If you think education is expensive, try ignorance.
With a first name like that, he’s got to know what he’s talking about, right? For years now, CSA 2010 has been something that was big, was coming, and would be important to know about. Well now it’s here, it’s big, and it can be complex. And if you don’t want to educate yourself on the program, it may be expensive. At a minimum, as a commercial driver you should:
- Know the seven basics and the behaviors that count against you
- Know what your record shows
- Dispute your record if needed
You can begin by reviewing your personal Pre-Employment Screening Program (PSP) report. This report is not a DAC report, nor is it an MVR, but something separate from both. The PSP report will have your most recent 5 years of crash data and 3 years of roadside inspection data from the FMCSA MCMIS system.
Carriers who are considering hiring you can review your PSP report if you authorize the release of the information. These profiles are compiled from the FMCSA Driver Information Resource. PSP is only available as a pre-screening tool and not for use in evaluating current drivers.
Following are the most frequent questions I receive about CSA and PSP reports and their answers.
With my last carrier, I had several CSA violations—my PSP report doesn’t look so hot. If I am hired by another carrier, will those violations count against their score?
No. Carriers do not inherit any of a newly hired driver’s past violations. Only those inspections that a driver receives while driving under a carrier’s authority can be applied to a carrier’s Safety Measurement System (SMS) record.
Then why do they want to obtain my PSP report if all those violations will not count against them?
Because they think that your history is indicative of how you will perform for them.
I got a ticket while driving in my car. Will that affect my PSP report?
No. Tickets or warnings that CMV drivers receive while operating their personal vehicles do not count in the SMS.
I got tagged with a violation warning that was nonsense. What can I do?
You can dispute the information online through the DataQs system (https://dataqs.fmcsa.dot.gov).
What is the detailed process for me to contest information contained in my FMCSA driver record?
You should use FMCSA’s DataQs system to make a Request for Data Review (RDR) in FMCSA databases.
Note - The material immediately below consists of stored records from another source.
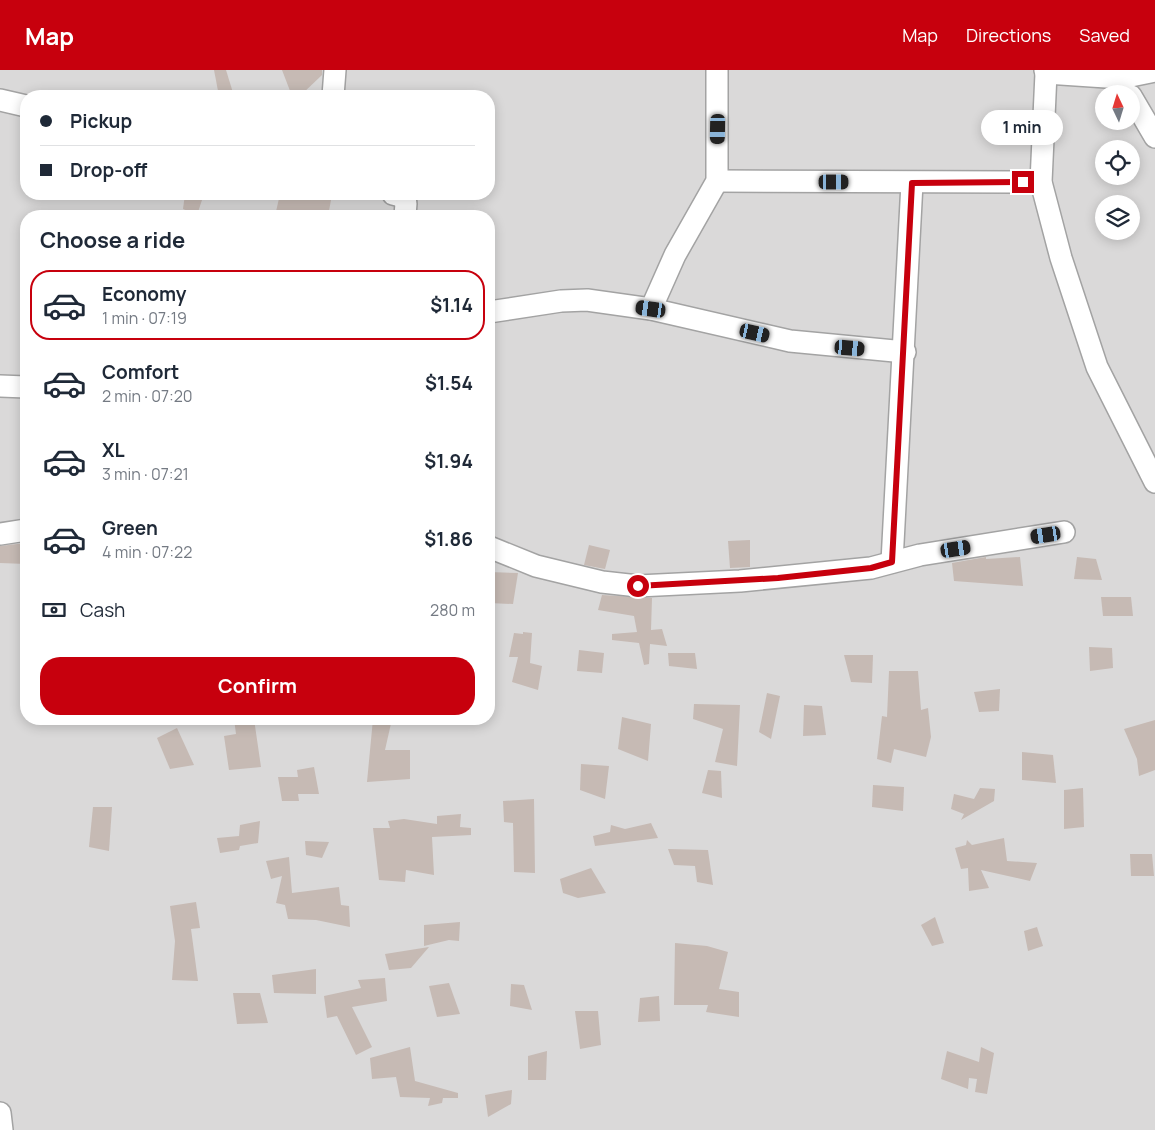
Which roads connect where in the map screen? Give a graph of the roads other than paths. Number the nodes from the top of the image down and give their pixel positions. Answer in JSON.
{"nodes":[{"id":1,"x":335,"y":70,"type":"edge"},
{"id":2,"x":717,"y":70,"type":"edge"},
{"id":3,"x":1045,"y":71,"type":"edge"},
{"id":4,"x":1155,"y":71,"type":"edge"},
{"id":5,"x":1109,"y":85,"type":"edge"},
{"id":6,"x":1133,"y":85,"type":"edge"},
{"id":7,"x":333,"y":90,"type":"edge"},
{"id":8,"x":0,"y":100,"type":"edge"},
{"id":9,"x":20,"y":105,"type":"edge"},
{"id":10,"x":1140,"y":111,"type":"edge"},
{"id":11,"x":1155,"y":137,"type":"edge"},
{"id":12,"x":717,"y":182,"type":"junction"},
{"id":13,"x":1041,"y":182,"type":"junction"},
{"id":14,"x":912,"y":183,"type":"junction"},
{"id":15,"x":651,"y":309,"type":"junction"},
{"id":16,"x":495,"y":311,"type":"edge"},
{"id":17,"x":904,"y":352,"type":"junction"},
{"id":18,"x":0,"y":386,"type":"edge"},
{"id":19,"x":20,"y":387,"type":"edge"},
{"id":20,"x":1155,"y":482,"type":"edge"},
{"id":21,"x":20,"y":531,"type":"edge"},
{"id":22,"x":1064,"y":532,"type":"dead end"},
{"id":23,"x":0,"y":534,"type":"edge"},
{"id":24,"x":495,"y":549,"type":"edge"},
{"id":25,"x":892,"y":562,"type":"junction"},
{"id":26,"x":0,"y":1113,"type":"edge"},
{"id":27,"x":2,"y":1130,"type":"edge"}],
"edges":[{"from":1,"to":7,"type":"street"},
{"from":2,"to":12,"type":"street"},
{"from":3,"to":5,"type":"street"},
{"from":3,"to":13,"type":"street"},
{"from":4,"to":6,"type":"street"},
{"from":8,"to":9,"type":"street"},
{"from":10,"to":11,"type":"street"},
{"from":12,"to":14,"type":"street"},
{"from":12,"to":15,"type":"street"},
{"from":13,"to":14,"type":"street"},
{"from":13,"to":20,"type":"street"},
{"from":14,"to":17,"type":"street"},
{"from":15,"to":16,"type":"street"},
{"from":15,"to":17,"type":"street"},
{"from":17,"to":25,"type":"street"},
{"from":18,"to":19,"type":"street"},
{"from":21,"to":23,"type":"street"},
{"from":22,"to":25,"type":"street"},
{"from":24,"to":25,"type":"street"},
{"from":26,"to":27,"type":"street"}]}
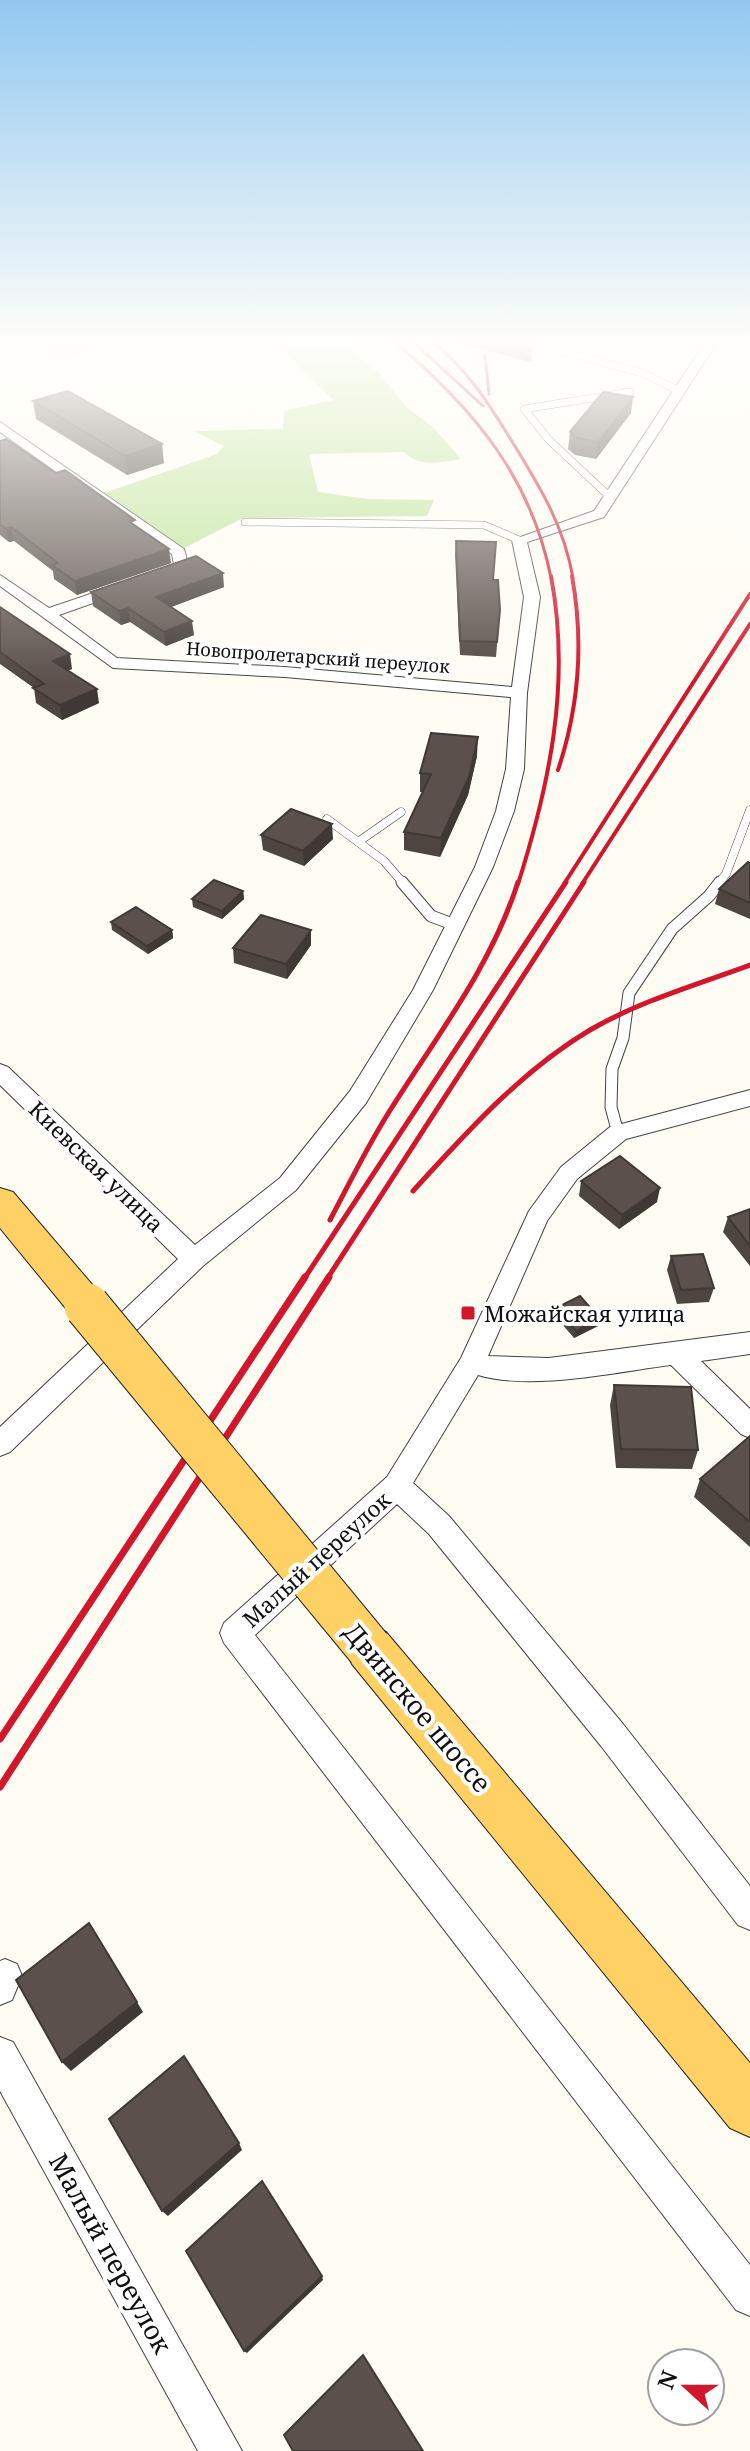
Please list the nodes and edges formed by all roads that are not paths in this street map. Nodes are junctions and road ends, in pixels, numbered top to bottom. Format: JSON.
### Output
{"nodes":[{"id":1,"x":40,"y":455,"type":"edge"},
{"id":2,"x":562,"y":455,"type":"edge"},
{"id":3,"x":637,"y":455,"type":"edge"},
{"id":4,"x":604,"y":505,"type":"junction"},
{"id":5,"x":245,"y":522,"type":"dead end"},
{"id":6,"x":519,"y":540,"type":"junction"},
{"id":7,"x":0,"y":579,"type":"edge"},
{"id":8,"x":48,"y":614,"type":"junction"},
{"id":9,"x":519,"y":693,"type":"junction"},
{"id":10,"x":750,"y":810,"type":"edge"},
{"id":11,"x":401,"y":812,"type":"dead end"},
{"id":12,"x":327,"y":819,"type":"edge"},
{"id":13,"x":358,"y":842,"type":"junction"},
{"id":14,"x":455,"y":925,"type":"junction"},
{"id":15,"x":0,"y":1072,"type":"edge"},
{"id":16,"x":750,"y":1098,"type":"edge"},
{"id":17,"x":618,"y":1133,"type":"junction"},
{"id":18,"x":0,"y":1202,"type":"edge"},
{"id":19,"x":194,"y":1259,"type":"junction"},
{"id":20,"x":750,"y":1343,"type":"edge"},
{"id":21,"x":678,"y":1355,"type":"junction"},
{"id":22,"x":472,"y":1363,"type":"junction"},
{"id":23,"x":750,"y":1426,"type":"edge"},
{"id":24,"x":0,"y":1444,"type":"edge"},
{"id":25,"x":397,"y":1486,"type":"junction"},
{"id":26,"x":750,"y":1913,"type":"edge"},
{"id":27,"x":0,"y":2055,"type":"edge"},
{"id":28,"x":750,"y":2108,"type":"edge"},
{"id":29,"x":750,"y":2296,"type":"edge"},
{"id":30,"x":221,"y":2451,"type":"edge"}],
"edges":[{"from":1,"to":8,"type":"street"},
{"from":2,"to":4,"type":"lane"},
{"from":3,"to":4,"type":"street"},
{"from":4,"to":6,"type":"street"},
{"from":5,"to":6,"type":"lane"},
{"from":6,"to":9,"type":"street"},
{"from":7,"to":8,"type":"street"},
{"from":8,"to":9,"type":"street","name":"Новопролетарский переулок"},
{"from":9,"to":14,"type":"street"},
{"from":10,"to":17,"type":"lane"},
{"from":11,"to":13,"type":"lane"},
{"from":12,"to":13,"type":"lane"},
{"from":13,"to":14,"type":"lane"},
{"from":14,"to":19,"type":"street"},
{"from":15,"to":19,"type":"street","name":"Киевская улица"},
{"from":16,"to":17,"type":"street"},
{"from":17,"to":22,"type":"street","name":"Малый переулок"},
{"from":18,"to":28,"type":"main road","name":"Двинское шоссе","bridge":true},
{"from":19,"to":24,"type":"street"},
{"from":20,"to":21,"type":"street"},
{"from":21,"to":22,"type":"street"},
{"from":21,"to":23,"type":"street"},
{"from":22,"to":25,"type":"street","name":"Малый переулок"},
{"from":25,"to":26,"type":"street"},
{"from":25,"to":29,"type":"street","name":"Малый переулок"},
{"from":27,"to":30,"type":"street","name":"Малый переулок"}]}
To do this, go to the DataQs registration page, select “Register Online” as a general public user, and create a DataQs account profile. Once registered, you can request a review of your data by following detailed instructions in the help menu.
What Data Is Subject To A Challenge?
The DataQs system is to be used to challenge data issued by FMCSA. Information disseminated by the FMCSA includes data reported to FMCSA through the requirements of federal and state programs.
With respect to crash and roadside inspection data, the MCMIS documents the occurrence and results of these events as reported by the states. Any challenges to data provided by state agencies must be resolved by the appropriate state agency. Once a state office makes a determination on the validity of a challenge, FMCSA considers that decision as the final resolution of the challenge. FMCSA cannot change state records without the state’s consent.
When I make the challenge, it asks for any supporting documentation. Is this important or does it just slow everything down?
It speeds up the process, and there’s a better chance your challenge will be successful if you include what you have. Here are some facts:
- 74% of RDRs with crash data that were submitted with supporting documentation were closed with an action taken, as opposed to 59% of RDRs that did not include supporting documentation.
- 71% of RDRs with inspection data that were submitted with supporting documentation were closed with an action taken, as opposed to 53% of RDRs that did not include supporting documentation.
So include any supporting documentation you may have.